Размер шрифта
-
+

Кровь за кровь - стр. 48

Но девчонка подтащила Феликса к краю, посмотрела прямо в глаза и толкнула.

Ради Адель! Вот что сказала ему девушка, даже не представляя, как ужасно верны её слова. Какое благословение и проклятие таилось в одном толчке. Вольфы спасены, но будет много крови. Кровь за кровь. Кровь за отмщение. Мир потонет в ней.

Благословение, проклятие, благословение, проклятие.

А он всё падал…

падал…

падал…

Досчитать до пятнадцати. Конечно, эти секунду уже прошли! Феликс потянул за шнур. Парашют раскрылся, тонкая ткань взвилась в ночь. Ремни врезались в плечи Феликса. Мир встал на место.

Луна висела высоко над головой, ярко сияя, словно Адамова голова на фуражке Баша. Всё вокруг было серебристым и тёмным. Далеко внизу виднелись остроконечные кроны пышных сосен. Странно… разве здесь должно было быть столько деревьев?

Нет, нет, нет, нет… НЕТ!

В самолёте, открыв часы, Феликс обнаружил, что стрелки встали. Время замерло, и он понятия не имел, когда оно остановилось. Пять часов назад? Восемь? Три? Они летели уже так долго.

Именно в этот момент Иммельман IV начал снижать высоту. В этот момент Феликс испугался, что всего через несколько минут они приземлятся в Германии. Четырнадцать часов были на исходе. Сейчас или никогда!

Но Германии – её сверкающих памятников и грозного изгиба крыши Зала Народа – нигде не было видно. Земля была безмолвна, не освещена; насыщенно-темная дикая земля, раскинувшаяся на многие километры. Ни ферм, ни городов в поле зрения. Только деревья, деревья, деревья.

Они прыгнули слишком рано.

В отдалении, справа и слева, Феликс заметил парашюты других беглецов. Жизни Луки и девушки висели на волоске, лишь несколько сантиметров ткани отделяло их от падения, удара, смерти.

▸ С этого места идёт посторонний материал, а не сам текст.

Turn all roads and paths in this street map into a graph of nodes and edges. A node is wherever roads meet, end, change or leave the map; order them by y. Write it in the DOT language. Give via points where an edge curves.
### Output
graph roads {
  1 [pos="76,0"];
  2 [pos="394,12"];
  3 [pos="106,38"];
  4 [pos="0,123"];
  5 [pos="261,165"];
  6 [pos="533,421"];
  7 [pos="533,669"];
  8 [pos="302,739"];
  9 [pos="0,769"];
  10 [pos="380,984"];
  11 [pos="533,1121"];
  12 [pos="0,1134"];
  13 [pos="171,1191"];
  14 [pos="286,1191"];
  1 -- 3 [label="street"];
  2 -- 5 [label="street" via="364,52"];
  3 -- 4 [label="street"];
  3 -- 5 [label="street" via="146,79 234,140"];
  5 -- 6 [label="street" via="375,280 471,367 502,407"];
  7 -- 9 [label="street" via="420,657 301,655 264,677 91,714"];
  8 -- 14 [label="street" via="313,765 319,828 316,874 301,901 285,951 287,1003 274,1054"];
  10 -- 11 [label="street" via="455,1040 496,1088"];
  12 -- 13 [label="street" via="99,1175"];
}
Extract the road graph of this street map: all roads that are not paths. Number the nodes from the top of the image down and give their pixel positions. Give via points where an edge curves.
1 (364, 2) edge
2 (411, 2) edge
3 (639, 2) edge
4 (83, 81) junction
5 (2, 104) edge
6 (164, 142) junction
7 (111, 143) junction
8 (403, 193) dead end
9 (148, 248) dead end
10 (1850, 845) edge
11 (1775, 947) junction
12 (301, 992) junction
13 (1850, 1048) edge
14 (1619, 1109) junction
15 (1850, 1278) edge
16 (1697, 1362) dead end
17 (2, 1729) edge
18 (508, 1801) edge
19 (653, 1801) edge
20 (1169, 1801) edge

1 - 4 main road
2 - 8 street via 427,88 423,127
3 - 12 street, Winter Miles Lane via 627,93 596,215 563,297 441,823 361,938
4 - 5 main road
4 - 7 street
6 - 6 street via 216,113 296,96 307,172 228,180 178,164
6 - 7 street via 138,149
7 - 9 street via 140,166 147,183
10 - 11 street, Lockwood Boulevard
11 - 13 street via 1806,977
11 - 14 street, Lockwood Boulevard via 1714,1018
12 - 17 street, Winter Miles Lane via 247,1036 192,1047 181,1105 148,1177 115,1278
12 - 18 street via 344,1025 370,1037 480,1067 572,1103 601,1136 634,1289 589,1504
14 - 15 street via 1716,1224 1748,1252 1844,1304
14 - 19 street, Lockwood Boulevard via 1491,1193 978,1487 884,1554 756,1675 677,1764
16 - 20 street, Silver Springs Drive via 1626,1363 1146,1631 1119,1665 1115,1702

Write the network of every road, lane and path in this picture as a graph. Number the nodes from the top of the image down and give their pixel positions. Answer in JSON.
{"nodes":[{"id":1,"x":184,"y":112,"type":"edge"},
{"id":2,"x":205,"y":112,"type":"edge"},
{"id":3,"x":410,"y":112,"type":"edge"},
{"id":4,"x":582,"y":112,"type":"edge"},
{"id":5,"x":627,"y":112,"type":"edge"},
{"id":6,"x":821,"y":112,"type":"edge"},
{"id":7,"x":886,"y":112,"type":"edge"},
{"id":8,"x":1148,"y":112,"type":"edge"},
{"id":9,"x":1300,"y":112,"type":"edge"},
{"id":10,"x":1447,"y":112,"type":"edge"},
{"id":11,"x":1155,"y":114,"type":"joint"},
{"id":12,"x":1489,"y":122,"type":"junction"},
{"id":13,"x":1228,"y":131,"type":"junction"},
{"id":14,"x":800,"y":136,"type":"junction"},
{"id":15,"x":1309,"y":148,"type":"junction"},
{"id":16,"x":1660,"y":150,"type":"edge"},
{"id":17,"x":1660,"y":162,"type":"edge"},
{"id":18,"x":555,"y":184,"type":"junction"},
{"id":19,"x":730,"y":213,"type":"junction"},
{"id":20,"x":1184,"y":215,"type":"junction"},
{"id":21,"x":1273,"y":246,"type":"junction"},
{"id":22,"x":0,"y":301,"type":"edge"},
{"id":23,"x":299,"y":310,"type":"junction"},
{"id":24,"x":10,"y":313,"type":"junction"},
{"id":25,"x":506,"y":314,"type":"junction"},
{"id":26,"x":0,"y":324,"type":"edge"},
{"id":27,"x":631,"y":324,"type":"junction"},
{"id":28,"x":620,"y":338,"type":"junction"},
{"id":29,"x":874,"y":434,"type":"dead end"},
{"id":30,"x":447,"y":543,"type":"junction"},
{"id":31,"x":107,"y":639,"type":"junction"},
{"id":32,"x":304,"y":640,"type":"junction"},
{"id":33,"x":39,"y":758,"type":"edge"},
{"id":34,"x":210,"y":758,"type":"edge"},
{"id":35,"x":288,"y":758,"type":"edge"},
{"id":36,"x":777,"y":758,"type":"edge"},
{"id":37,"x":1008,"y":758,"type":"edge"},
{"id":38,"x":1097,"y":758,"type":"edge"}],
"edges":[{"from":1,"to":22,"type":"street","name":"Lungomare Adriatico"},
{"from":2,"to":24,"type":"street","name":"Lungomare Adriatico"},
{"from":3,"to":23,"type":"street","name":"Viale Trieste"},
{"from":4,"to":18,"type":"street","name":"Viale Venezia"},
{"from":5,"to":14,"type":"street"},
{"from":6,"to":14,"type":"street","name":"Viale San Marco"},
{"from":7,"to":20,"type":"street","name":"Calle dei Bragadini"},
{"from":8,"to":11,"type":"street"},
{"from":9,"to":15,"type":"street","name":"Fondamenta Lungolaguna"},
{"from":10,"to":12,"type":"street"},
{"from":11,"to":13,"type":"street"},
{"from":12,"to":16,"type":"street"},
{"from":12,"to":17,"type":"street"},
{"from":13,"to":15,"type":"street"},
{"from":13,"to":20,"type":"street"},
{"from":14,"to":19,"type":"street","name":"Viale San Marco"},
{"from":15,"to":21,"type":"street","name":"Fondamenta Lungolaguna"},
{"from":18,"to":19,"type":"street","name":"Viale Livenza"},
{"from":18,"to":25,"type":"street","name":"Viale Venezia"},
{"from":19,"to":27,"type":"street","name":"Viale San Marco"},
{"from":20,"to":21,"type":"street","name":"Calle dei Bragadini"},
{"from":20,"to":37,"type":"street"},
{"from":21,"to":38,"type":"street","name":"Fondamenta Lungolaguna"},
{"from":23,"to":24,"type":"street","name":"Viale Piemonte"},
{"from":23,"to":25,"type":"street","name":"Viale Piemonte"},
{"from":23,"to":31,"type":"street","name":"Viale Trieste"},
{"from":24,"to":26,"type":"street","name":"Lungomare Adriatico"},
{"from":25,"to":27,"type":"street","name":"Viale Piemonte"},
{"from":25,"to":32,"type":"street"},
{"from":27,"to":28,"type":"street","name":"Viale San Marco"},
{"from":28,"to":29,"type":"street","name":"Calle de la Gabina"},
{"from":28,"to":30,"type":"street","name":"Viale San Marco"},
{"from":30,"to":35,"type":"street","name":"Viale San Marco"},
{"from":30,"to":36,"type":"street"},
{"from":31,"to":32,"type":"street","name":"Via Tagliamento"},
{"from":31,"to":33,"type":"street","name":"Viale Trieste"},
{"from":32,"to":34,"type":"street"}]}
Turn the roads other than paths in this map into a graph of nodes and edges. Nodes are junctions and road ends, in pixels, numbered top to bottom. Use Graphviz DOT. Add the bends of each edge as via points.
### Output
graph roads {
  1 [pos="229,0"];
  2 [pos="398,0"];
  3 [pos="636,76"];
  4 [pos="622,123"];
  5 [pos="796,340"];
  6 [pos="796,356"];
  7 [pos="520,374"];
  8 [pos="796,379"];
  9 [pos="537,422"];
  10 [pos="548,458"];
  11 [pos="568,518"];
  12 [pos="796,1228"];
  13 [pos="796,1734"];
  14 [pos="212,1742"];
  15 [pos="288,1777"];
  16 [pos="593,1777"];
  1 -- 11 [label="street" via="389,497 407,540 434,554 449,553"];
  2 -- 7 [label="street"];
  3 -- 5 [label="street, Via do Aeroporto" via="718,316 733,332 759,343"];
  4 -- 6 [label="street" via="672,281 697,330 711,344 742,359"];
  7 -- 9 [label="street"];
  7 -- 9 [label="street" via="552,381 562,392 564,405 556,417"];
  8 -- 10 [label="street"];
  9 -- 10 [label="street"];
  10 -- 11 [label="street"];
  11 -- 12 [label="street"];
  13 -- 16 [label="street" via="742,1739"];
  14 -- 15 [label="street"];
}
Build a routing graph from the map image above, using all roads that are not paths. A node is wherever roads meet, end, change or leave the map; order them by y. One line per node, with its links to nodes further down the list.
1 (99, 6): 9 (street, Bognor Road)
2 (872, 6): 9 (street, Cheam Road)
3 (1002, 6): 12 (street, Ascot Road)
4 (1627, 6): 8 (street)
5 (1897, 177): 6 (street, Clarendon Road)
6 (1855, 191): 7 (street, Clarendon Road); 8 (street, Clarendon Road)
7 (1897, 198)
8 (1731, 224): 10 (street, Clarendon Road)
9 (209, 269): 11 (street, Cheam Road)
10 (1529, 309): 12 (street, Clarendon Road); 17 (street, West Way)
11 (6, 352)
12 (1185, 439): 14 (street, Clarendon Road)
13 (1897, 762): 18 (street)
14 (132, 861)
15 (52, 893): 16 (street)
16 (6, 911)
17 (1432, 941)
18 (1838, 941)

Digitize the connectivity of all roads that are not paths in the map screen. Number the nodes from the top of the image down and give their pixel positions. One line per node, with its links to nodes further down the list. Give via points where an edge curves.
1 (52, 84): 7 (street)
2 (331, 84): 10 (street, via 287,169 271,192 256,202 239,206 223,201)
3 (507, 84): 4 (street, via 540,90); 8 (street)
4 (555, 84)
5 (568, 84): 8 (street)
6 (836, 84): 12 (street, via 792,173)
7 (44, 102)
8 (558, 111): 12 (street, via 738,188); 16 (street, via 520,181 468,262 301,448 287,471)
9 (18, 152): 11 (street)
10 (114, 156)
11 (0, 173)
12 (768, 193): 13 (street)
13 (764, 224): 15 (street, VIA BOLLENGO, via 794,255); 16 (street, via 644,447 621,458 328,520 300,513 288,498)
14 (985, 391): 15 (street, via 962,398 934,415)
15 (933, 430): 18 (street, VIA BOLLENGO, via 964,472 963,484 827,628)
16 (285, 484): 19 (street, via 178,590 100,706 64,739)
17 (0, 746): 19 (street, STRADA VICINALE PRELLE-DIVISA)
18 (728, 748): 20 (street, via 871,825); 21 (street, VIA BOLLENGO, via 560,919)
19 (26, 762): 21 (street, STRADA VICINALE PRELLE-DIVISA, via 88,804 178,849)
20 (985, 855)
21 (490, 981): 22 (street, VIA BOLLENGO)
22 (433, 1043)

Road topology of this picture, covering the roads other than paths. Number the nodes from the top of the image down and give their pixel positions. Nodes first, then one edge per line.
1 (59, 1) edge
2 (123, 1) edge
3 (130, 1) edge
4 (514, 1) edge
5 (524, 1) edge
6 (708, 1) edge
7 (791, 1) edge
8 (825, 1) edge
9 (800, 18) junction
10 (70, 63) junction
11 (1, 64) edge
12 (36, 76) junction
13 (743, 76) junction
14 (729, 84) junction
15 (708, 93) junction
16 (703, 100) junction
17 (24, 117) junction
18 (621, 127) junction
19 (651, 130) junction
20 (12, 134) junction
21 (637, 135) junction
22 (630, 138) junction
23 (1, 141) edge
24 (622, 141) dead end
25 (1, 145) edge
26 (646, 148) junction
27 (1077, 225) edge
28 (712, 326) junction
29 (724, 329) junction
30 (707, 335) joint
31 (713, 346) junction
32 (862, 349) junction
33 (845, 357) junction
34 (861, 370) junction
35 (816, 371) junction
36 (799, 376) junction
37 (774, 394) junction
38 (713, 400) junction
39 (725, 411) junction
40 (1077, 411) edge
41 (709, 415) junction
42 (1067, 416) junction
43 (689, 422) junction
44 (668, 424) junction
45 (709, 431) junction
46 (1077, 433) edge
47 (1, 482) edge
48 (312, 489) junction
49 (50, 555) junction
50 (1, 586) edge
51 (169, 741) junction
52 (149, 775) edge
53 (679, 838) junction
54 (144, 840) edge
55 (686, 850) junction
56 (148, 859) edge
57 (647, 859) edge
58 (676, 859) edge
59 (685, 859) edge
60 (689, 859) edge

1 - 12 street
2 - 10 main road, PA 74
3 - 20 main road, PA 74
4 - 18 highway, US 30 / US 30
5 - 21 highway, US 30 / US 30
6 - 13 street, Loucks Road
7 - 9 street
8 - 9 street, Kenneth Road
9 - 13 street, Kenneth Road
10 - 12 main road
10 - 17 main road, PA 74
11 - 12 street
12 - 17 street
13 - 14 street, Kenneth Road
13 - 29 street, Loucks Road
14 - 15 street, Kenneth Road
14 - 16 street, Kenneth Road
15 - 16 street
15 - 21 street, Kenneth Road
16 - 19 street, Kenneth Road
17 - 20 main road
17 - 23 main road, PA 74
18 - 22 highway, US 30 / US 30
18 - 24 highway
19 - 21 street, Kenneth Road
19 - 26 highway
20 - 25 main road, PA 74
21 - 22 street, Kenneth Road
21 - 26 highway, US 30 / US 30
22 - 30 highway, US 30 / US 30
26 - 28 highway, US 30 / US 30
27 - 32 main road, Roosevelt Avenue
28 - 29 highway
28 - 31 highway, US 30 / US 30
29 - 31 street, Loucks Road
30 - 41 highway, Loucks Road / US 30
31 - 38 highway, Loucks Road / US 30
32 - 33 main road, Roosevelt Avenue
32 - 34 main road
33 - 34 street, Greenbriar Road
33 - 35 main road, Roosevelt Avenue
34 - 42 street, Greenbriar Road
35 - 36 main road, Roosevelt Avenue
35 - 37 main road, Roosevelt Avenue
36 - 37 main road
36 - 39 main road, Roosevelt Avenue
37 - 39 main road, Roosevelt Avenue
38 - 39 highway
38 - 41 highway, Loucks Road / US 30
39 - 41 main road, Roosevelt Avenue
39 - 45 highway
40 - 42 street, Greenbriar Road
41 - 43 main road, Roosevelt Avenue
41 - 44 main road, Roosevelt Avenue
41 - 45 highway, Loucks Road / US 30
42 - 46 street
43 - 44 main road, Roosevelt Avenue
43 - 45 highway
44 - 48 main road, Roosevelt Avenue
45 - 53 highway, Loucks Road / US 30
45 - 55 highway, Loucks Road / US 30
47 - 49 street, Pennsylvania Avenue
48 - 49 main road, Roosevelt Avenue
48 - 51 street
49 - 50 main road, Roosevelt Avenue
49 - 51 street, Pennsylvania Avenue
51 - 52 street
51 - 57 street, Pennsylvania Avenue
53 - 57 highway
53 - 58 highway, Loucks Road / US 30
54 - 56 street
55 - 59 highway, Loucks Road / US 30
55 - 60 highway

Это напомнило Феликсу, что и сам он всё ещё падал. Спускался туда, где не ступала нога человека.

Что будет, когда он достигнет земли?

Интерлюдия

Три портрета

16 мая 1952 года
ДО

Пустота давила на Вольфов, когда они собрались вокруг телевизора. Она проникла во все уголки гостиной – высушила полевые цветы в вазе на кофейном столике, покрыла тусклыми тёмными пятнами посеребрённые картинные рамы. Повсюду, куда бы Феликс ни посмотрел, чувствовалось отсутствие, но особенно ему не давал покоя стул. В его продавленных горчичных объятиях Мартин любил читать. Сколько вечеров брат провёл на этом стуле, листая сокращённую версию «Моей борьбы» и пытаясь притвориться, будто понимает её?

Теперь он стал святыней. Опустевшей по причинам, о которых никто из Вольфов не говорил. Шерстяной плед, брошенный Мартином утром в двенадцатый день рождения близнецов, оставался нетронут. Два года пыли, копящейся на крепкой пряже.